Knob mapping
The core idea behind smartEdit is to provide custom PySide widgets that drive the Nuke internal knobs.
Keep in mind that smartEdit does not offer custom widgets to map all Nuke internal knobs. But it covers most of these. If you find a knob missing feel free to add it, it’s not that difficult to do so. The following section will help you with that and provides information to create additional knob mappings.

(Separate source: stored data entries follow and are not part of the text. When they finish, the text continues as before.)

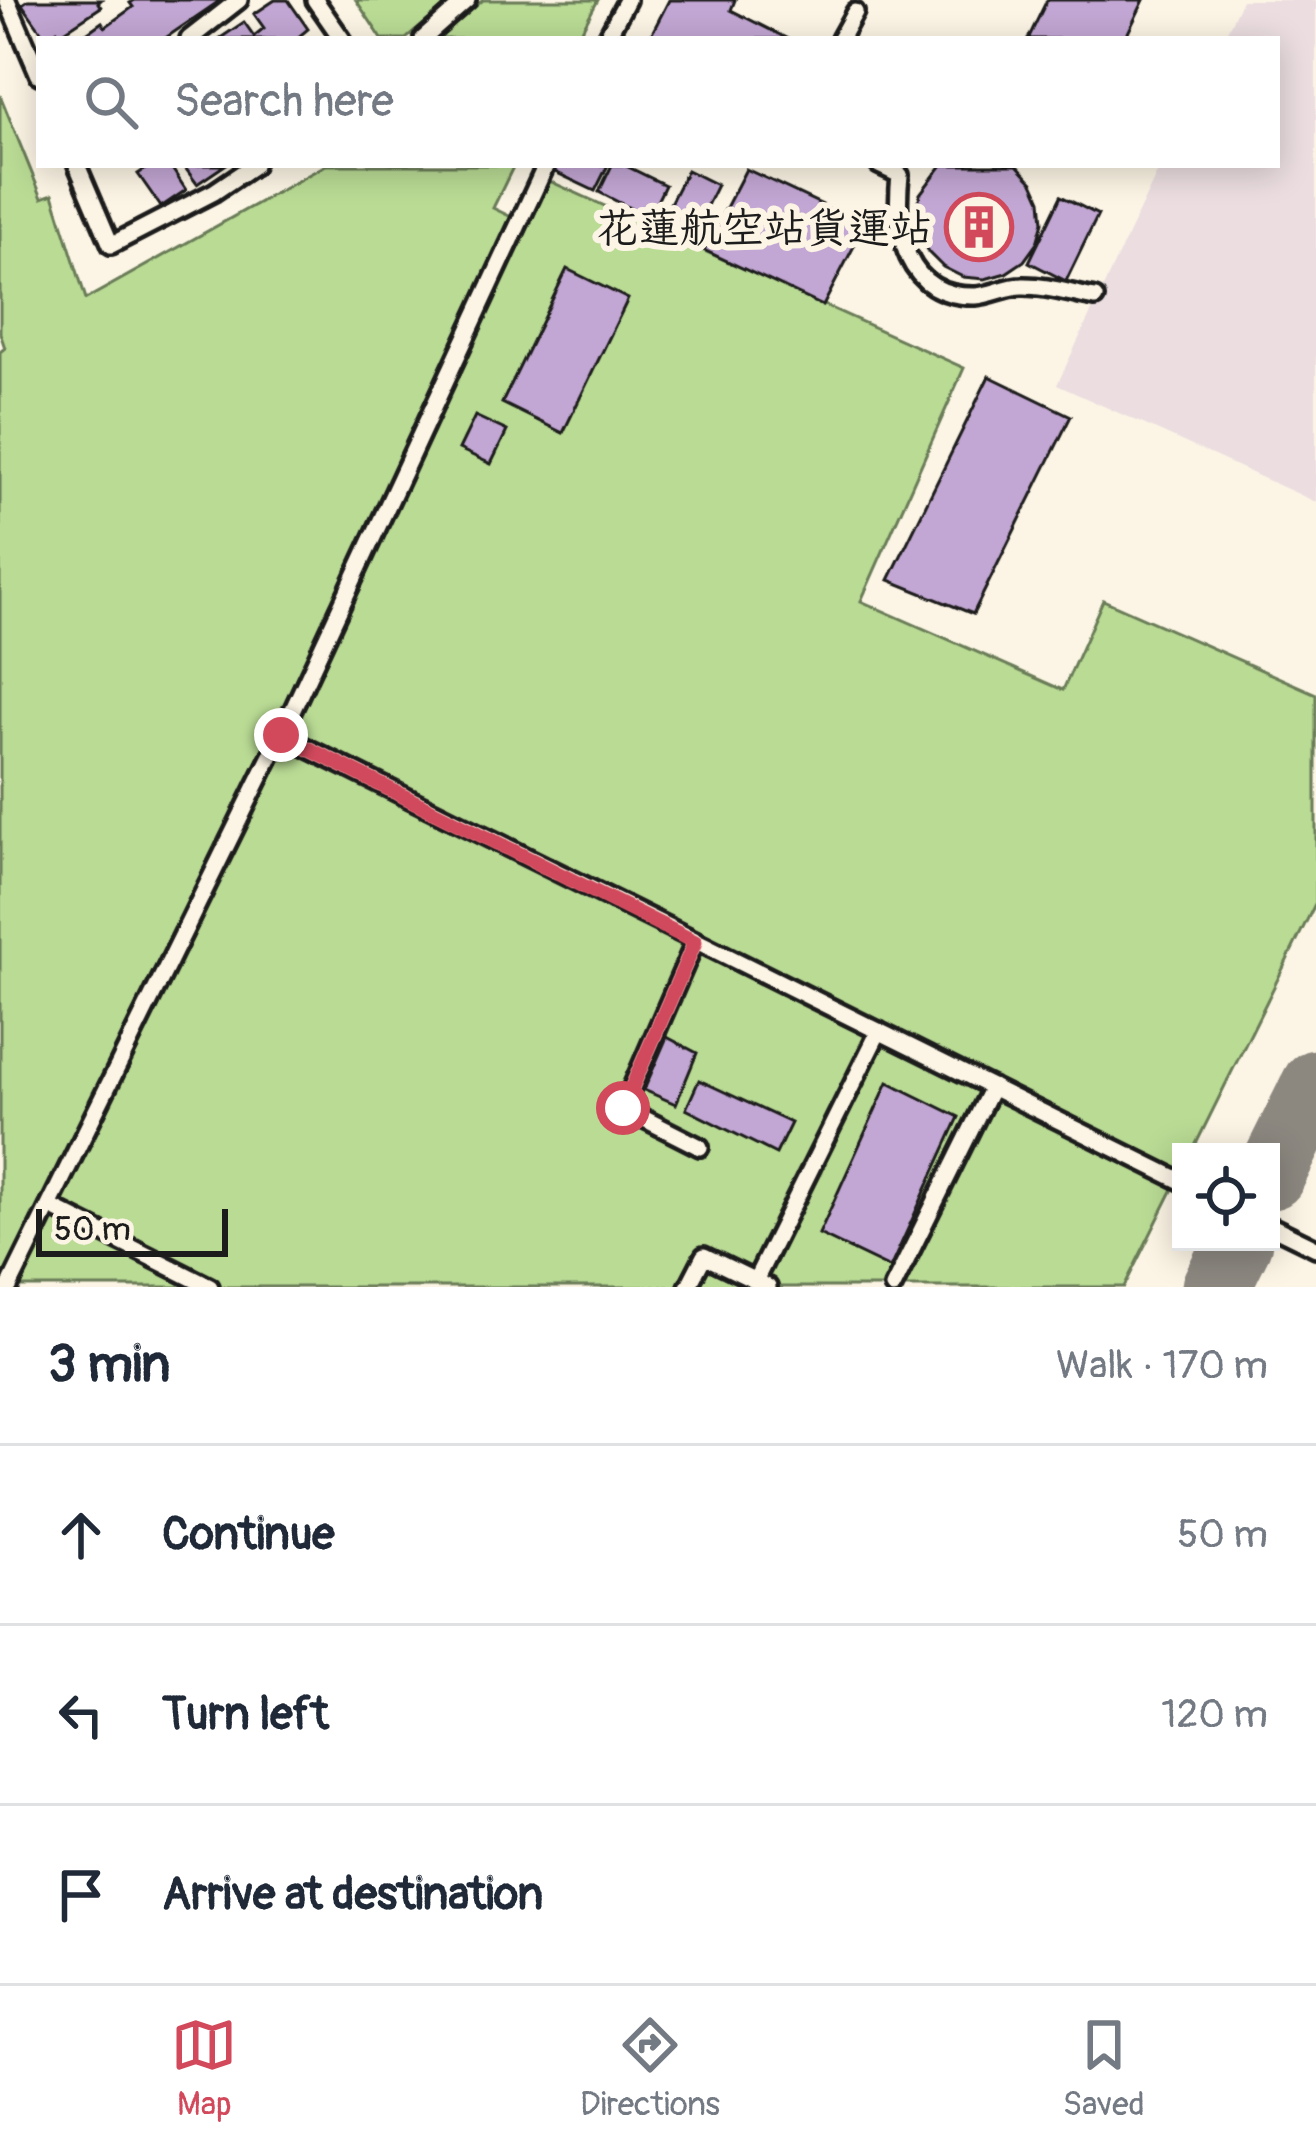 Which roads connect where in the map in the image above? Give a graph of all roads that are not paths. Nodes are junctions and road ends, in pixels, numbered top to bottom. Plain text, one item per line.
1 (8, 0) edge
2 (239, 0) edge
3 (314, 0) edge
4 (467, 0) edge
5 (627, 0) edge
6 (854, 4) edge
7 (193, 36) edge
8 (340, 36) edge
9 (426, 36) edge
10 (609, 36) edge
11 (842, 36) edge
12 (36, 68) edge
13 (78, 168) edge
14 (250, 168) edge
15 (545, 168) edge
16 (885, 168) edge
17 (1095, 298) dead end
18 (281, 735) junction
19 (695, 942) junction
20 (879, 1031) junction
21 (992, 1087) junction
22 (700, 1147) dead end
23 (1172, 1177) edge
24 (49, 1206) junction
25 (1280, 1230) edge
26 (1316, 1248) edge
27 (762, 1284) edge
28 (9, 1287) edge
29 (209, 1287) edge
30 (688, 1287) edge
31 (893, 1287) edge

1 - 12 lane
2 - 7 lane
3 - 8 lane
4 - 9 lane
5 - 10 lane
6 - 11 lane
13 - 14 lane
15 - 18 lane
16 - 17 lane
18 - 19 lane
18 - 24 lane
19 - 20 lane
19 - 22 lane
20 - 21 lane
20 - 27 lane
21 - 23 lane
21 - 31 lane
24 - 28 lane
24 - 29 lane
25 - 26 lane
27 - 30 lane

All knob mapping classes are contained inside modules of the package’s
widgets Python package. All of these modules contain a class with the same
name of their modules. These classes inherit from
smartEdit.widgets.base.KnobBase. The KnobBase takes the Nuke knob to
drive as argument.
The KnobBase base class is an abstract class that provides the base
building blocks to make a knob mapping happen. Each class inheriting from this
base needs to implement the abstract methods create_widgets,
create_layouts and create_signals. In order to kep things simple, we
combined the UI and controller into one class in order to not increase
complexity by creating dedicated views and controllers. The setup method
can be overwritten to set up widget’s states.
smartEdit also provides functionality to expose or hide advanced widget states.
For that, you can use the advanced member. As an example see the
smartEdit.widgets.slider.Slider class and have a look at the classes
create_layouts method that adds certain widgets to the custom knob mapping
class only when the setting’s advanced_widgets is turned on.
The actual mapping takes then place in smartEdit.knob_mapper.MAP where we
tell Nuke which custom widgets to map to which knobs. To get the underlying
Nuke knob type you can always print the type of a knob, e.g:
print type(nuke.selectedNode()["size"])
This prints the underlying knob type for the size knob of the current node selection.
Example - CheckBox
In order to fully understand the above structure let’s have a look at a basic
example knob mapping class - The CheckBox. This widget maps a Nuke checkbox
knob. This are covered as nuke.Boolean_Knob and nuke.Disable_Knob.
These knobs are for example used as a node’s disable checkbox which is a node
that is present on almost any node.
The mapping class for the knobs can be
found in smartEdit.widgets.checkbox.Checkbox. It looks like the following:
# Import local modules
from smartEdit.widgets.base import KnobBase
class Checkbox(KnobBase):
"""Checkbox to enable or disable a state."""
def create_widgets(self):
"""Create widgets."""
self.label = QtWidgets.QLabel(self.knob.name())
self.checkbox = QtWidgets.QCheckBox()
def setup_widgets(self):
"""Setup widgets."""
self.checkbox.setChecked(self.knob.value())
def create_layouts(self):
"""Create layouts."""
self.layout_main.addWidget(self.label)
self.layout_main.addWidget(self.checkbox)
self.layout_main.addStretch()
def create_signals(self):
"""Create signals."""
self.checkbox.stateChanged.connect(lambda: self.update())
def update(self):
"""Update the node's dropdown to the currently selected value."""
self.knob.setValue(self.checkbox.isChecked())
The Checkbox class inherits fro the KnobBase and implements the above
stated abstract methods. The widget contains a label and a checkbox. Although
a checkbox contains a label by default, we use a separate label to ensure the
label is located left to the checkbox. We overwrite the setup_widgets
method to set up the checkboxe’s checked state to be driven by the checked
state of the classes knob member which holds a reference to the Nuke
knob checkbox that we want to drive. We overwrite the create_layouts method
to set up the layout and set up the create_signals to create a signal
which will drive changes of the widget’s checkbox to update the Nuke knob that
we are referencing. The actual value change of the Nuke knob happens then in
the update method.
This is a basic example that shows the way to map custom widgets to Nuke knobs.
A more advanced example can be seen in smartEdit.widgets.slider.Slider.